# Dataset content
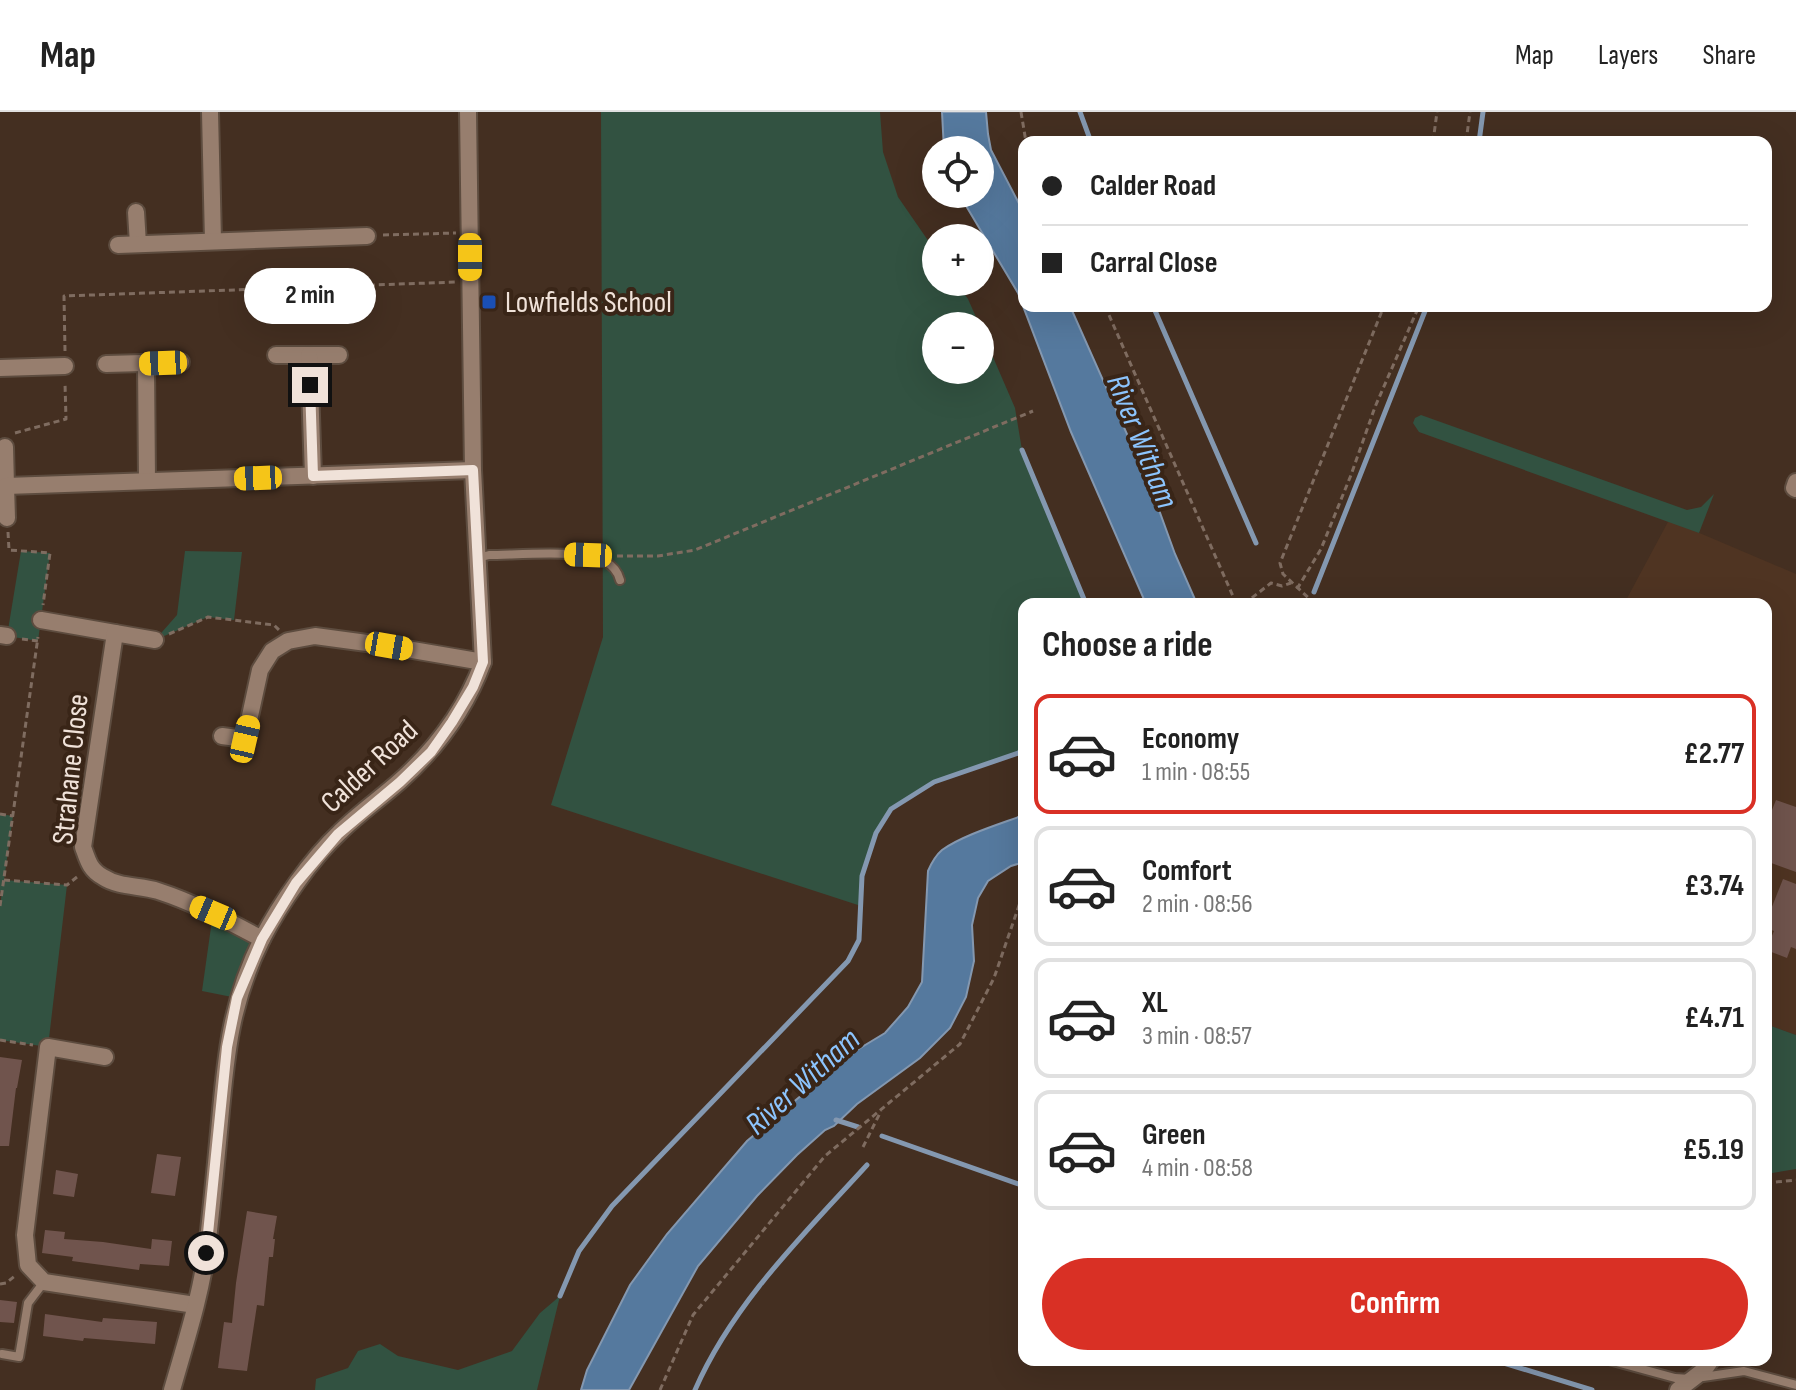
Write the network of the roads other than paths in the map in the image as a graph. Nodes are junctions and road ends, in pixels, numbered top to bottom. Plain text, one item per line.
* * *
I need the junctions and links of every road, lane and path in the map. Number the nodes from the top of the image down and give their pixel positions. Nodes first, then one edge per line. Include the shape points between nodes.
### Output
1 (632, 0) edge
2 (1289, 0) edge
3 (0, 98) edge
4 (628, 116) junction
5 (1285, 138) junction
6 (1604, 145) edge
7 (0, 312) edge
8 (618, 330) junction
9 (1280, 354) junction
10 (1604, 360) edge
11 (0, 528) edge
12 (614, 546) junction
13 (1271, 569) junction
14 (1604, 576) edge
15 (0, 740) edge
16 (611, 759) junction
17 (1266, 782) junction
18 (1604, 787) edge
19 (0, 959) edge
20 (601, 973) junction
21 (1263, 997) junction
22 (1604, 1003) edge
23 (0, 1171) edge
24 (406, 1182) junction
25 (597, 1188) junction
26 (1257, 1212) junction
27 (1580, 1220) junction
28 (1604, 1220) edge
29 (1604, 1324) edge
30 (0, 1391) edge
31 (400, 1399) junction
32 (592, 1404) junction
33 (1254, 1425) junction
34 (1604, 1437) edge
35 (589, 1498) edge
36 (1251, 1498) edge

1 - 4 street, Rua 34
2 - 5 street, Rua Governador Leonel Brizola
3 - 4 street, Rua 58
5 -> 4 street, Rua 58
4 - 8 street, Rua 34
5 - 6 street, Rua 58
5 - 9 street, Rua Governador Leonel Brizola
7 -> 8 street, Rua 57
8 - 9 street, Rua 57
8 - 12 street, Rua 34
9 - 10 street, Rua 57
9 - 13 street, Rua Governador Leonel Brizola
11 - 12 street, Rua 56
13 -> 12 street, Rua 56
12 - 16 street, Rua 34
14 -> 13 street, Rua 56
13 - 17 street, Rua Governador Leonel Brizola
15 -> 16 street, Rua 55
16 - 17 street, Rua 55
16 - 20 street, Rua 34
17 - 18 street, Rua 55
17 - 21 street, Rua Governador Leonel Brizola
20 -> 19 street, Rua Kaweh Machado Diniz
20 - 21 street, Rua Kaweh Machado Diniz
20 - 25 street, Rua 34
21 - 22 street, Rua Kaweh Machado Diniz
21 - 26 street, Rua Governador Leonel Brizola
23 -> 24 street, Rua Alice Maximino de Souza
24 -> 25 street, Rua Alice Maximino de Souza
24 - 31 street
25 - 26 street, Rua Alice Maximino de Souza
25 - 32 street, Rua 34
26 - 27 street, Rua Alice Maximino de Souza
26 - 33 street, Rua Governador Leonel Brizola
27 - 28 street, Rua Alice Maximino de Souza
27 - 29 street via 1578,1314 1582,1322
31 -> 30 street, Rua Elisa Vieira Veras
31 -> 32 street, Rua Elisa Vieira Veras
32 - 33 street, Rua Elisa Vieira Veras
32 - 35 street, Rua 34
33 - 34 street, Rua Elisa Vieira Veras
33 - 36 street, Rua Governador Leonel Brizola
* * *
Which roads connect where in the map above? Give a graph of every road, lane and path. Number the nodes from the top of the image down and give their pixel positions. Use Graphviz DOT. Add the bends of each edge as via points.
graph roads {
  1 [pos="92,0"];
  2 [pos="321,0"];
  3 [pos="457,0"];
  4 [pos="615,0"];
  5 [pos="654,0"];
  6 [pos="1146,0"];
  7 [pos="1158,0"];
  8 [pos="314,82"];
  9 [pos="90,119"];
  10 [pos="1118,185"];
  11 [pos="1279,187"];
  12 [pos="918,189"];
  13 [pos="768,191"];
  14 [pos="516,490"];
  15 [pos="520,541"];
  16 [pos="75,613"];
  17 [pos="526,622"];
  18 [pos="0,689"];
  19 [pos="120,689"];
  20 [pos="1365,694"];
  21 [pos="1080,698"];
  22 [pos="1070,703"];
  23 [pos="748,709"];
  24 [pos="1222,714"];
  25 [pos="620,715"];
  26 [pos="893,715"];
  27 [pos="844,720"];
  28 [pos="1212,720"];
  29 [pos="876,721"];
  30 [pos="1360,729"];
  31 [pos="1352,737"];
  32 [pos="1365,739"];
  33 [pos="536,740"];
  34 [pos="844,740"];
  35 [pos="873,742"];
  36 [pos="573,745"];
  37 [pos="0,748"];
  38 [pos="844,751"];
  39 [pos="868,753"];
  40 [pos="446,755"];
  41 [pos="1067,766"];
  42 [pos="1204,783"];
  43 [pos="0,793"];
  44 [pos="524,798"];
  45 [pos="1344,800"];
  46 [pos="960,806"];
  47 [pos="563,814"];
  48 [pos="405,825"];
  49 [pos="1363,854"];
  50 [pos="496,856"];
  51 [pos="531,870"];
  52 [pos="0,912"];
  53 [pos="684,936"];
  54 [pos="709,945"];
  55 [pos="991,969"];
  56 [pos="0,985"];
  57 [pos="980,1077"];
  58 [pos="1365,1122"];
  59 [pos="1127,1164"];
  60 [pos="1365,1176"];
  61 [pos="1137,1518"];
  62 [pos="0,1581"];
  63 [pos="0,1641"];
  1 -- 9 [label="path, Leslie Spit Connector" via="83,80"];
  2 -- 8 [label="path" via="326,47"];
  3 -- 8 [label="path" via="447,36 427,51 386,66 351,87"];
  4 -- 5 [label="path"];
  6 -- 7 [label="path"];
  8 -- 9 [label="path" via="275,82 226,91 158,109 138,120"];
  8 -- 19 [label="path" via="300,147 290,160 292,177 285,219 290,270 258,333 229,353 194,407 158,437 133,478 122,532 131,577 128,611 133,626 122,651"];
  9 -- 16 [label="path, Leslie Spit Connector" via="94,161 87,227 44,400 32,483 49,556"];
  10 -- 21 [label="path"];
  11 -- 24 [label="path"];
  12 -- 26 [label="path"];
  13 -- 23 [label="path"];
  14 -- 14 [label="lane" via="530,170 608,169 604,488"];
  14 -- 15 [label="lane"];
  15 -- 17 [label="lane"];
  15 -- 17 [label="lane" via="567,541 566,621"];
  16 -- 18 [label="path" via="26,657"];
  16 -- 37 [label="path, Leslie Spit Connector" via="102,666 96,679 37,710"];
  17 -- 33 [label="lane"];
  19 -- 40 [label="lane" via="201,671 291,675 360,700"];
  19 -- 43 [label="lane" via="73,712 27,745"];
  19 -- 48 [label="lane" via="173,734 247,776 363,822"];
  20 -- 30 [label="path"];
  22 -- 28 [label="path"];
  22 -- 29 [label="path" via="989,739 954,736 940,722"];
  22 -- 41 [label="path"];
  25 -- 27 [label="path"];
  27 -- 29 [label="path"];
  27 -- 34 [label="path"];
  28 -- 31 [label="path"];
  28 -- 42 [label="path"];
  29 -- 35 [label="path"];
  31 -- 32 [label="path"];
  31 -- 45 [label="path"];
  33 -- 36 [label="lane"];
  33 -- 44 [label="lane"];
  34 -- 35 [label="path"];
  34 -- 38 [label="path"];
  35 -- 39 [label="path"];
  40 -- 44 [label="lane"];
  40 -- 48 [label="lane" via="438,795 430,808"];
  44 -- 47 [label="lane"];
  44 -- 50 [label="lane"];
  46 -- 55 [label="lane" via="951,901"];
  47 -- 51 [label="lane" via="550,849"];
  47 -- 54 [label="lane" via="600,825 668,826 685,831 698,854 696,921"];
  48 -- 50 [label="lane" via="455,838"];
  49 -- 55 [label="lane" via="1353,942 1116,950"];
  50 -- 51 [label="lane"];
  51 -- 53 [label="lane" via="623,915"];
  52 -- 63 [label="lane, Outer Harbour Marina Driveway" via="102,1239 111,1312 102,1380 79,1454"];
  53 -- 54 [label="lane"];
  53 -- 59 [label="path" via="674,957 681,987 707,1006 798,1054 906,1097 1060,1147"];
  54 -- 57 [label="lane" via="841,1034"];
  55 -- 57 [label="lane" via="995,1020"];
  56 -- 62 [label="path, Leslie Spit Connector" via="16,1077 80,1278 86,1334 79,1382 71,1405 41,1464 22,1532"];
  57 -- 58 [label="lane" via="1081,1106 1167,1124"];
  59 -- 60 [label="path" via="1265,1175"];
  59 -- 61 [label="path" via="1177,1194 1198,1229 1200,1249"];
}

# Task instructions
Scan the material for the word "junctions". Return every line where it is found.

# Solution for this task
Write the network of the roads other than paths in the map in the image as a graph. Nodes are junctions and road ends, in pixels, numbered top to bottom. Plain text, one item per line.
I need the junctions and links of every road, lane and path in the map. Number the nodes from the top of the image down and give their pixel positions. Nodes first, then one edge per line. Include the shape points between nodes.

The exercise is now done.